A strategic partnership grant from the U.S. Agency for International Development (USAID) as part of the Feed the Future initiative has led Zambian company Jungle Beat to become the first-of-its-kind groundnut processing facility in Lusaka. The grant, awarded to the company for state-of-the-art cleaning, sorting and grading equipment, will enable Jungle Beat to export surplus Zambian groundnuts to South Africa for the first time, a move that is expected to facilitate more than $6 million in trade.
Although demand has grown steadily, peanut production in South Africa has declined significantly in the last decade, from 140,000 to 65,000 tons per year. According to Jungle Beat Director Peter Nieuwoudt, Zambia’s ideal climate conditions could support major increases in peanut production and yields to rise to meet this demand. “Zambia could be a major regional groundnut producer, he says, “and more than double current production,” which is already at 160,000 tons annually.
When Nieuwoudt first started the company, he drove around Zambia in his truck searching for farmers to be part of Jungle Beat’s grower network, pitching a tent in any village he found himself in when the sun went down. Today, Jungle Beat buys groundnuts from 11,000 smallholder farmers, organizing collection at central points and teaching farmers about ideal planting times, disease prevention and soil inputs to reduce acidity.
New equipment purchased with the Feed the Future grant from USAID will be capable of cleaning, sorting and grading four tons of groundnuts per hour at the Lusaka factory – enough for Jungle Beat to increase purchases from small-scale farmers by up to 10,000 tons per season. Nieuwoudt sees exports to South Africa reaching 50,000-100,000 tons annually within three years. As he oversees installation of the new equipment, he acknowledges that “USAID’s grant made the key difference, as we could not have proceeded without it at this stage.”

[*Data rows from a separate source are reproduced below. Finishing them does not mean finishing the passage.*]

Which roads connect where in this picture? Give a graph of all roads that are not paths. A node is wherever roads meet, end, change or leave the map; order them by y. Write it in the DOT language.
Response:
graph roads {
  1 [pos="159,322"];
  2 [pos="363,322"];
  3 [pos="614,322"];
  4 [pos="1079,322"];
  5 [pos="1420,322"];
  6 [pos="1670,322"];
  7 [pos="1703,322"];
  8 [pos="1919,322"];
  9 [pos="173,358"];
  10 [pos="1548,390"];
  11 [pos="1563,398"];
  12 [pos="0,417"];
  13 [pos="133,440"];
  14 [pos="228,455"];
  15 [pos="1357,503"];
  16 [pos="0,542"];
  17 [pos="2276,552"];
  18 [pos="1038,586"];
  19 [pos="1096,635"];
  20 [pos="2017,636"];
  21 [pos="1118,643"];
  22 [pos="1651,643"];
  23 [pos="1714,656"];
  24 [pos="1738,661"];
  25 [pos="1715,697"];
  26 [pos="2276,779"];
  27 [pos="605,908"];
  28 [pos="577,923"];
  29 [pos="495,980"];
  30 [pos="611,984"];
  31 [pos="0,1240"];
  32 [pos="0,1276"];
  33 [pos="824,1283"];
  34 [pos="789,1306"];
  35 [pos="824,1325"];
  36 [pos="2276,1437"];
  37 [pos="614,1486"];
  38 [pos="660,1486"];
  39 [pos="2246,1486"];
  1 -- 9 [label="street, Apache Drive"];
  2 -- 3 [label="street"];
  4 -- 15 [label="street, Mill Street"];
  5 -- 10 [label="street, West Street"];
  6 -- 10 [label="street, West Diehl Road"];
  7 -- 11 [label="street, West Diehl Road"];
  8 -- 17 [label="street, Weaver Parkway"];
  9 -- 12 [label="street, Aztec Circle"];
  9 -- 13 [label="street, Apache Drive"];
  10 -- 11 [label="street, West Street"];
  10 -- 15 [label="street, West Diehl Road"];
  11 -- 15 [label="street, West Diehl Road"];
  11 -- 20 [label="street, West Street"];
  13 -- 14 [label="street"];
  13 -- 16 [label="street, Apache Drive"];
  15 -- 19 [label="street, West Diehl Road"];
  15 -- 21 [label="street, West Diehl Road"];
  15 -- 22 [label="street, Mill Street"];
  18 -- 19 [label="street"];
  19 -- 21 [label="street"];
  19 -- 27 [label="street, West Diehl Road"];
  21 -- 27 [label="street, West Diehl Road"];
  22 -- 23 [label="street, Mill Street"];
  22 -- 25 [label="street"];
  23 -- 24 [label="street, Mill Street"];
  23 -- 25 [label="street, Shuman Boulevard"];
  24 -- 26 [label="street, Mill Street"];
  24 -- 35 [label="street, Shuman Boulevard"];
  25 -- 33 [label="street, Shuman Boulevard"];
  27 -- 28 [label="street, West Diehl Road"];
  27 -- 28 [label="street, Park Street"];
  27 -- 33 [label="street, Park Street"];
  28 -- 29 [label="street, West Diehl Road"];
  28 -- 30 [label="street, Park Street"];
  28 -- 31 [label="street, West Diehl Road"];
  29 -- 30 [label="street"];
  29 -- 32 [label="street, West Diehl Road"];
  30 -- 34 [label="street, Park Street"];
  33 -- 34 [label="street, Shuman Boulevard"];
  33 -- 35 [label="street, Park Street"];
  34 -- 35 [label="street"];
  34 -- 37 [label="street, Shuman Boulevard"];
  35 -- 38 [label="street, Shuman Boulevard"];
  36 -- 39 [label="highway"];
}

The impact at the grassroots level cannot be overstated: More than 500,000 households in the country cultivate groundnuts. Because of the grant to Jungle Beat, Zambia will be able to export aflatoxin-compliant peanuts for the first time and, consequently, pay better prices to farmers. Providing higher quality seed, teaching growers to prepare their product for market, and providing a facility to purchase groundnuts at competitive prices is expected to improve the education of farmers’ children, access to potable water, and the quality of housing.